## Data to use

***

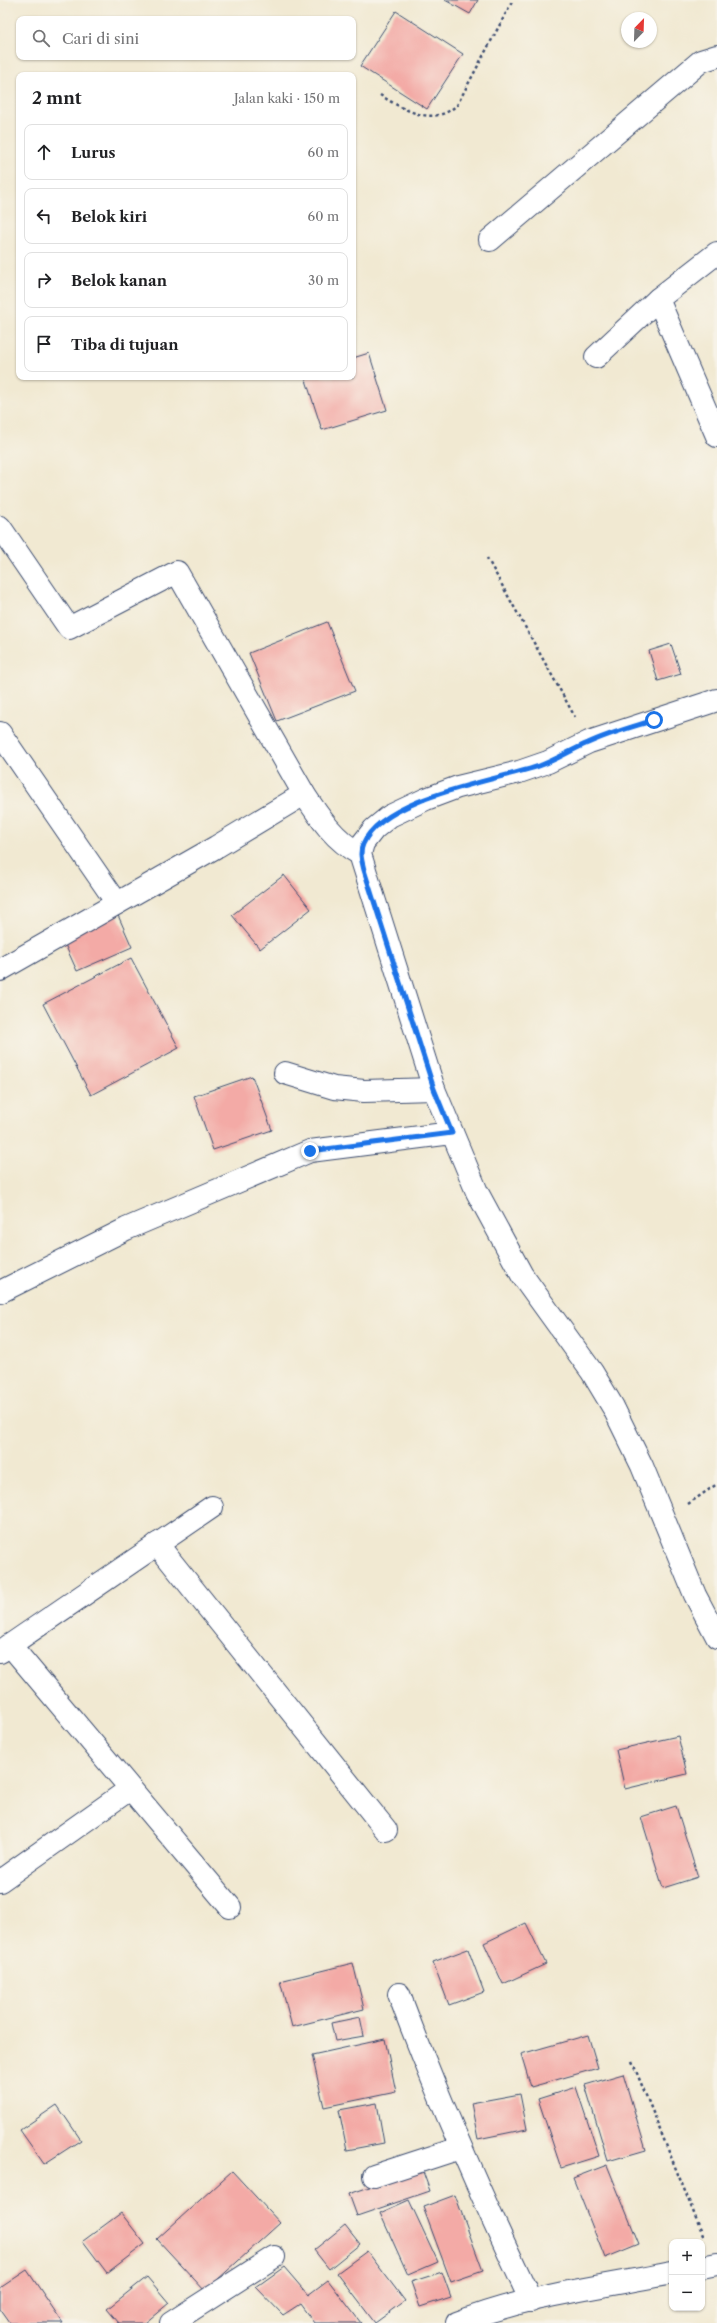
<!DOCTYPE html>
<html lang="id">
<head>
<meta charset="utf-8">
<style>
  :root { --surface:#fff; --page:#f6f6f6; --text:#202124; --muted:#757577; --line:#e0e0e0 }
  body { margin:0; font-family:"Libre Caslon Text",serif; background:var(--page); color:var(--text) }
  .controls { position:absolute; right:12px; bottom:12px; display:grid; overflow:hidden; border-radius:8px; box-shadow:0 1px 3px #0004 }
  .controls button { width:36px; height:36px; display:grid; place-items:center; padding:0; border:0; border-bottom:1px solid var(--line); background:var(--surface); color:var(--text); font:20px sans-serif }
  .compass { position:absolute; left:621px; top:12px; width:36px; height:36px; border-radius:50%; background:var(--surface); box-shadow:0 1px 3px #0004; rotate:23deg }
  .stop { position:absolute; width:12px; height:12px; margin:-9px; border:3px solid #1a73e8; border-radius:50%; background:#fff }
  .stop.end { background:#1a73e8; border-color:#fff; box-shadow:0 1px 4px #0008 }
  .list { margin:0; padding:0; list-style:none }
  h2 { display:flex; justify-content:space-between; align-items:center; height:52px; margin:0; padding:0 16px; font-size:17px }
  h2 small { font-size:13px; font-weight:400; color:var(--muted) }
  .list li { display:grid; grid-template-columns:26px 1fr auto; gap:12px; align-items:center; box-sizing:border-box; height:56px; margin:0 8px 8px; padding:0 8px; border:1px solid var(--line); border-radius:8px }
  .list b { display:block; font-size:15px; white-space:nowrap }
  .list em { font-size:13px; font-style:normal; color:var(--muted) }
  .icon { flex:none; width:22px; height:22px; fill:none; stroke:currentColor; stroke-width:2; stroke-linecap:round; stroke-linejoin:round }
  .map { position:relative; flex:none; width:717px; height:2323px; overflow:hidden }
  .search { position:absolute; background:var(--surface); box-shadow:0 1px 3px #0004; left:16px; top:16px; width:340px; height:44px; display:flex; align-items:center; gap:10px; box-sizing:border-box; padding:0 14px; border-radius:8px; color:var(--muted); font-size:15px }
  .panel { position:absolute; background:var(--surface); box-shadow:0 1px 3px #0004; left:16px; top:72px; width:340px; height:308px; border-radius:8px }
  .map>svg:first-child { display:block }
  .building { fill:#f3aaa6 }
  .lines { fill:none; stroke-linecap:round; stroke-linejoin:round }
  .minor-casing { stroke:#3b4b6f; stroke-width:24 }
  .path { stroke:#3b4b6f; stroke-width:2.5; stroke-dasharray:3 3; stroke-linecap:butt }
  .minor { stroke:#fff; stroke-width:22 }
  .route { stroke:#1a73e8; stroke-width:5 }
</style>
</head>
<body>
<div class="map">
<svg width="717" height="2323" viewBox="0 0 717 2323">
  <rect width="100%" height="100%" fill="#f7f3e8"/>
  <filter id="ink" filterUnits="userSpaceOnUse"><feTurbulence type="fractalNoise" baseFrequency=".025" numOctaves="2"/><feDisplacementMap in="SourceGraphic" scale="8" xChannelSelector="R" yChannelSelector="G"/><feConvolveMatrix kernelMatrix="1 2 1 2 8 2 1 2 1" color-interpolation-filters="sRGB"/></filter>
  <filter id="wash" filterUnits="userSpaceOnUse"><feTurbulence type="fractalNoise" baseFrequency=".012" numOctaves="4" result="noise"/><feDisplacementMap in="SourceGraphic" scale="16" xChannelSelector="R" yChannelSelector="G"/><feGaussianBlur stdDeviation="0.9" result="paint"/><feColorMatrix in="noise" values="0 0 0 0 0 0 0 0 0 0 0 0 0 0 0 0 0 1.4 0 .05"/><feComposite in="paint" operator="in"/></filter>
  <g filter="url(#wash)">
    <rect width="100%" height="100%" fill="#f1e9d2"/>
    <g id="blocks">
      <!-- building -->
      <g class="building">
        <polygon points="445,0 478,0 470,14"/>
        <polygon points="396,11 463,54 427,109 360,66"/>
        <polygon points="369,353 387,410 322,430 305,377 353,377 353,358"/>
        <polygon points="327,622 355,691 277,721 249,653"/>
        <polygon points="671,644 681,674 658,681 649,651"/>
        <polygon points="284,875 311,909 260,949 232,915"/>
        <polygon points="117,913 132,947 77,971 62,938"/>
        <polygon points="131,958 179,1048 91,1095 43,1004"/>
        <polygon points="252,1076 272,1130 213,1150 194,1096"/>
        <polygon points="678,1736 687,1774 625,1789 616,1750"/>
        <polygon points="676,1806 698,1877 663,1888 641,1817"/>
        <polygon points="526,1923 546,1964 503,1984 484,1943"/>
        <polygon points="468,1949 484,1992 449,2005 433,1962"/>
        <polygon points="353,1963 364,2009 292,2027 280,1981"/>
        <polygon points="360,2017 364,2036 335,2041 331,2023"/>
        <polygon points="588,2035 598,2068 531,2087 521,2054"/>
        <polygon points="385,2039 396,2092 324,2107 312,2055"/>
        <polygon points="623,2074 646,2150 608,2161 585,2085"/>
        <polygon points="576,2087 599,2156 561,2168 538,2099"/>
        <polygon points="520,2094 527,2129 478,2139 471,2103"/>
        <polygon points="377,2103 384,2143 347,2150 339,2110"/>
        <polygon points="57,2105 81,2140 44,2164 20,2130"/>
        <polygon points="607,2165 639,2244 605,2258 573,2178"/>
        <polygon points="422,2169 430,2191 357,2216 349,2194"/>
        <polygon points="232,2171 280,2223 205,2291 157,2239"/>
        <polygon points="455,2195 483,2271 451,2282 423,2207"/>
        <polygon points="409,2200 438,2262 408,2275 380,2213"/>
        <polygon points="121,2213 145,2244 107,2273 83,2241"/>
        <polygon points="345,2225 360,2244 329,2269 314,2250"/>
        <polygon points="367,2251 405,2301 375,2323 337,2273"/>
        <polygon points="284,2267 308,2295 328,2280 361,2323 314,2323 300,2304 283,2315 256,2287"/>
        <polygon points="27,2270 63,2323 10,2323 0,2309 0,2288"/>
        <polygon points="442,2272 451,2297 420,2307 411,2282"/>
        <polygon points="147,2277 169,2303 145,2323 119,2323 107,2309"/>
      </g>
    </g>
  </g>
  <g filter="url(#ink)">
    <use href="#blocks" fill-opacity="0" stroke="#3b4b6f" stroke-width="1"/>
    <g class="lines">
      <!-- minor casing -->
      <g class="minor-casing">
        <g id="minor">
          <polyline points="490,240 701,61 717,56"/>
          <polyline points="717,253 658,299 717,436"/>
          <polyline points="596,357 658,299"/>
          <path d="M0,527L69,628L177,572L304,794C319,817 335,841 360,854"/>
          <polyline points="717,700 589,742 548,762 519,772 458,787 426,799 390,816 374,829 363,843 360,854 434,1089 477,1192 522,1275 592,1372 613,1407 642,1466 695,1595 717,1637"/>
          <polyline points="0,733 117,903"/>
          <polyline points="0,970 216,847 304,794"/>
          <polyline points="285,1073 334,1088 364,1091 434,1089"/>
          <polyline points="0,1292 126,1229 310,1151 452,1133"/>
          <polyline points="157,1544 386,1830"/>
          <polyline points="10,1645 230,1907"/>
          <polyline points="0,1652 212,1507"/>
          <polyline points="0,1881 130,1789"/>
          <path d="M399,1994C438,2099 483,2200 531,2301"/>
          <polyline points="374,2176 460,2148"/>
          <polyline points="702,2267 717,2264"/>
          <polyline points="171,2323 274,2257"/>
          <path d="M457,2323C524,2296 601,2287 672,2273"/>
        </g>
      </g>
      <!-- path -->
      <g class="path">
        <path d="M380,95C403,109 432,128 457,105L513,0"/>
        <polyline points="487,558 575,717"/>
        <polyline points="688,1504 717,1484"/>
        <polyline points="632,2061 704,2238"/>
      </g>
      <!-- minor -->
      <use href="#minor" class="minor"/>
    </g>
  </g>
  <g class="lines" filter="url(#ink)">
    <!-- route -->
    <path class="route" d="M310,1151L452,1133L434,1089L364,870C362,861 359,853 363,844C383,797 495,781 539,766C556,760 571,750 588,743C609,733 632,727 654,720"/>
  </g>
</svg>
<div class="controls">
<button>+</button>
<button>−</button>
</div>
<svg class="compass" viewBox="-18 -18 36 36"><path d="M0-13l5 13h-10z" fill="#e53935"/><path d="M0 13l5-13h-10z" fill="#757577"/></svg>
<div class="stop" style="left:654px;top:720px"></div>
<div class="stop end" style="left:310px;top:1151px"></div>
<div class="search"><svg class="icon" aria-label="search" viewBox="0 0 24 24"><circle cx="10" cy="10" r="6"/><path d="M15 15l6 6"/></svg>Cari di sini</div>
<section class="panel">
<h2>2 mnt<small>Jalan kaki · 150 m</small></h2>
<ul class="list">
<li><svg class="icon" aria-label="ahead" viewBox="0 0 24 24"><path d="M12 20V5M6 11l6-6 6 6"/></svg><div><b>Lurus</b></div><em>60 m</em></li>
<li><svg class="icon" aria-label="left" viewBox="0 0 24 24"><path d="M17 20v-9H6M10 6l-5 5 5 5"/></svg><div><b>Belok kiri</b></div><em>60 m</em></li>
<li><svg class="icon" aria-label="right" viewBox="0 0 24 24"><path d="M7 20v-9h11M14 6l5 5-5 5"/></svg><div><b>Belok kanan</b></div><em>30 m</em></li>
<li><svg class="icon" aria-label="arrive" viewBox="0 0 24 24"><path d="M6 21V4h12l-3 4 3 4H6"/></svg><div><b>Tiba di tujuan</b></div></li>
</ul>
</section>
</div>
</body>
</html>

***

## Assignment
When you transcribe the entries above, begin at their first line, end with the line containing "margin:0; padding:0; list-style:none", and copy each line exactly without any picture.

## Response
<!DOCTYPE html>
<html lang="id">
<head>
<meta charset="utf-8">
<style>
  :root { --surface:#fff; --page:#f6f6f6; --text:#202124; --muted:#757577; --line:#e0e0e0 }
  body { margin:0; font-family:"Libre Caslon Text",serif; background:var(--page); color:var(--text) }
  .controls { position:absolute; right:12px; bottom:12px; display:grid; overflow:hidden; border-radius:8px; box-shadow:0 1px 3px #0004 }
  .controls button { width:36px; height:36px; display:grid; place-items:center; padding:0; border:0; border-bottom:1px solid var(--line); background:var(--surface); color:var(--text); font:20px sans-serif }
  .compass { position:absolute; left:621px; top:12px; width:36px; height:36px; border-radius:50%; background:var(--surface); box-shadow:0 1px 3px #0004; rotate:23deg }
  .stop { position:absolute; width:12px; height:12px; margin:-9px; border:3px solid #1a73e8; border-radius:50%; background:#fff }
  .stop.end { background:#1a73e8; border-color:#fff; box-shadow:0 1px 4px #0008 }
  .list { margin:0; padding:0; list-style:none }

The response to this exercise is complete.